Mexico and Western Gulf. Wintering range has expanded along the Gulf Coast over the last 20–30 yr. Once confined to Cameron Parish in extreme sw. Louisiana, now commonly winters throughout the broader rice-growing regions of Louisiana (S. Cardiff pers. comm.; see The Americas, above).

Tertiary

Membership of several fossil genera in Recurvirostridae (Brodkorb 1967) has been questioned (Olson 1985). An extinct species of stilt, H. olsoni, from late Miocene of Arizona was characterized by longer legs and larger, stouter skeletal elements (Bickart 1990) relative to recent stilts.

Pleistocene

Worldwide, three species of stilts known from Pleistocene fossils (Brodkorb 1967).
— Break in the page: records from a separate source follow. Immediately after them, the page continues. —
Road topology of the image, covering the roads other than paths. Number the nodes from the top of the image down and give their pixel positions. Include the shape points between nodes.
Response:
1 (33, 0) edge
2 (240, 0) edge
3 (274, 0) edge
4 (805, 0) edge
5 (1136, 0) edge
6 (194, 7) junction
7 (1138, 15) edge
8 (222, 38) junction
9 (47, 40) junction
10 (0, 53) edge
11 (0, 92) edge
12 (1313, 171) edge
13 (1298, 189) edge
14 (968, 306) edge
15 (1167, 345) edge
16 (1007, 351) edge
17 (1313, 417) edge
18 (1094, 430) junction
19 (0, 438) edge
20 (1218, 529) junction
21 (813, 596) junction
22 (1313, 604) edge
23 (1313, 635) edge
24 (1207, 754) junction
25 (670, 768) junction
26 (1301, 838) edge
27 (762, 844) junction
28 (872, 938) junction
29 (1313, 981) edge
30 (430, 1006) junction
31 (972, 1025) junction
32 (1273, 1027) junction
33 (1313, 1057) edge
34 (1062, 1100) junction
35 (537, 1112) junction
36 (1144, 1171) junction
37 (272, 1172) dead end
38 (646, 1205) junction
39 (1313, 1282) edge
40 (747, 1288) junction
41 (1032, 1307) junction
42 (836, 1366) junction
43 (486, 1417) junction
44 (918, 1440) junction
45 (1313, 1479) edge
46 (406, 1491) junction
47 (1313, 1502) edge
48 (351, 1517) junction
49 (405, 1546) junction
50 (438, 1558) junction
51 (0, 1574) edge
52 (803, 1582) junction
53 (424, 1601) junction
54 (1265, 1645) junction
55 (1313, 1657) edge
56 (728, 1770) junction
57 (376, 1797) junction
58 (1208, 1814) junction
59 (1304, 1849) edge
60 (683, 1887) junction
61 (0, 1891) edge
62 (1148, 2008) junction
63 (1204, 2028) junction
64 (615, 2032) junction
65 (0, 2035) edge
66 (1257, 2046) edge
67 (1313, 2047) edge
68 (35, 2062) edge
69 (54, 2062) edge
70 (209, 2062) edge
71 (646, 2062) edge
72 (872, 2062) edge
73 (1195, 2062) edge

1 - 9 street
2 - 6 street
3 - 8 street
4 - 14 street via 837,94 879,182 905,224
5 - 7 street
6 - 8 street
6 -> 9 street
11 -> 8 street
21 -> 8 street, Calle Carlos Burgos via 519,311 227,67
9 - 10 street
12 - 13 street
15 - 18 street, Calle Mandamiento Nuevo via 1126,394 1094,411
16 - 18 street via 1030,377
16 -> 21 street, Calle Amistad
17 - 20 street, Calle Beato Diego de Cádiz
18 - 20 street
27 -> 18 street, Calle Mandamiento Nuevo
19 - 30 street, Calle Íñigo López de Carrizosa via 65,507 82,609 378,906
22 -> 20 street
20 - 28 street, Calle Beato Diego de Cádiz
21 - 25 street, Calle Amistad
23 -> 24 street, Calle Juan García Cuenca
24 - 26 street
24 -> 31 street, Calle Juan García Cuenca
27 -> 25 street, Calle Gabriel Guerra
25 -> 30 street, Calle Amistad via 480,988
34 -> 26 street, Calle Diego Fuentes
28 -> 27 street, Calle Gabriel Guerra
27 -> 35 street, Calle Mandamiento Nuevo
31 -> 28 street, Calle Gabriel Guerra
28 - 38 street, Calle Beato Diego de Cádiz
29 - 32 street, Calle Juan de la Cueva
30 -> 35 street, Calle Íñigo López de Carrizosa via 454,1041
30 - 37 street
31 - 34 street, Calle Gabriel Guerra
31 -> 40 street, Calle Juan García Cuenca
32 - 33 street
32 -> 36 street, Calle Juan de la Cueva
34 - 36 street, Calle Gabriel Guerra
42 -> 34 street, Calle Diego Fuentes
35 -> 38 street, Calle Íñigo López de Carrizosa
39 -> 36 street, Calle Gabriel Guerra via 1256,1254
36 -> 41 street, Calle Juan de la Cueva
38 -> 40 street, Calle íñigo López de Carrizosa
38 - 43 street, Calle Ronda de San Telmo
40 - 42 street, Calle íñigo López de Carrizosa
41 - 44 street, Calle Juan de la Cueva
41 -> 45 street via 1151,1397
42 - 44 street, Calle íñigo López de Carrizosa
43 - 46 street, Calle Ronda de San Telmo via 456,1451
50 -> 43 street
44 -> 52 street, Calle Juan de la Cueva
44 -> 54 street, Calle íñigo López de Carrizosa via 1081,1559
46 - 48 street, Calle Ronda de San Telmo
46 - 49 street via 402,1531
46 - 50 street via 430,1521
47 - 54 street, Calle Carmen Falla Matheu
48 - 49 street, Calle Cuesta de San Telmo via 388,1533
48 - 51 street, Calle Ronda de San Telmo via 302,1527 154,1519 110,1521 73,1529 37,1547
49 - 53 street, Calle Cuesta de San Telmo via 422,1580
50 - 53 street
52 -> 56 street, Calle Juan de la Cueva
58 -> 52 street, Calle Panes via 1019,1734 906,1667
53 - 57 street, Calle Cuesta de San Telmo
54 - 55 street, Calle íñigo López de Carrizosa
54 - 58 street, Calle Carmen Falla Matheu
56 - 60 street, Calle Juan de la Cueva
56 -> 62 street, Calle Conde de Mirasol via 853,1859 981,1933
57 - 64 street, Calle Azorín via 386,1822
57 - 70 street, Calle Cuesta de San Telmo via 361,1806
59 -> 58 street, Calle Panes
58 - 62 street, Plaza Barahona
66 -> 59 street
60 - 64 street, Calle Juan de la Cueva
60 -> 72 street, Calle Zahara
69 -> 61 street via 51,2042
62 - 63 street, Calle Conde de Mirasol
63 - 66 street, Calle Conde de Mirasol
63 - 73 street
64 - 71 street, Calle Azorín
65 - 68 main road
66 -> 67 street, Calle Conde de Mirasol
In North America, fossil stilts from Pleistocene conspecific with recent Black-necked Stilt. Fossils found at Fossil Lake, OR (Howard 1946), and Smith Creek Cave, NV (Howard 1952). In contrast to American Avocets, Black-necked Stilts have not been found in the Pleistocene avifaunas of the McKittrick or La Brea tar pits, and it is possible that the two species were not sympatric in California at that time (Miller and DeMay 1942).

Holocene

Prehistoric sites in the same areas as McKittrick (Kern Co., CA) and Rancho La Brea (Los Angeles Co., CA) yield remains of both Black-necked Stilt and American Avocet (Miller and DeMay 1942). One bone (<500 yr old) from each species identified from Indian kitchen middens at Buena Vista Lake, CA (DeMay 1942). A prehistoric record of H. m. knudseni is known from O‘ahu I. (Table 5 in Olson and James 1991).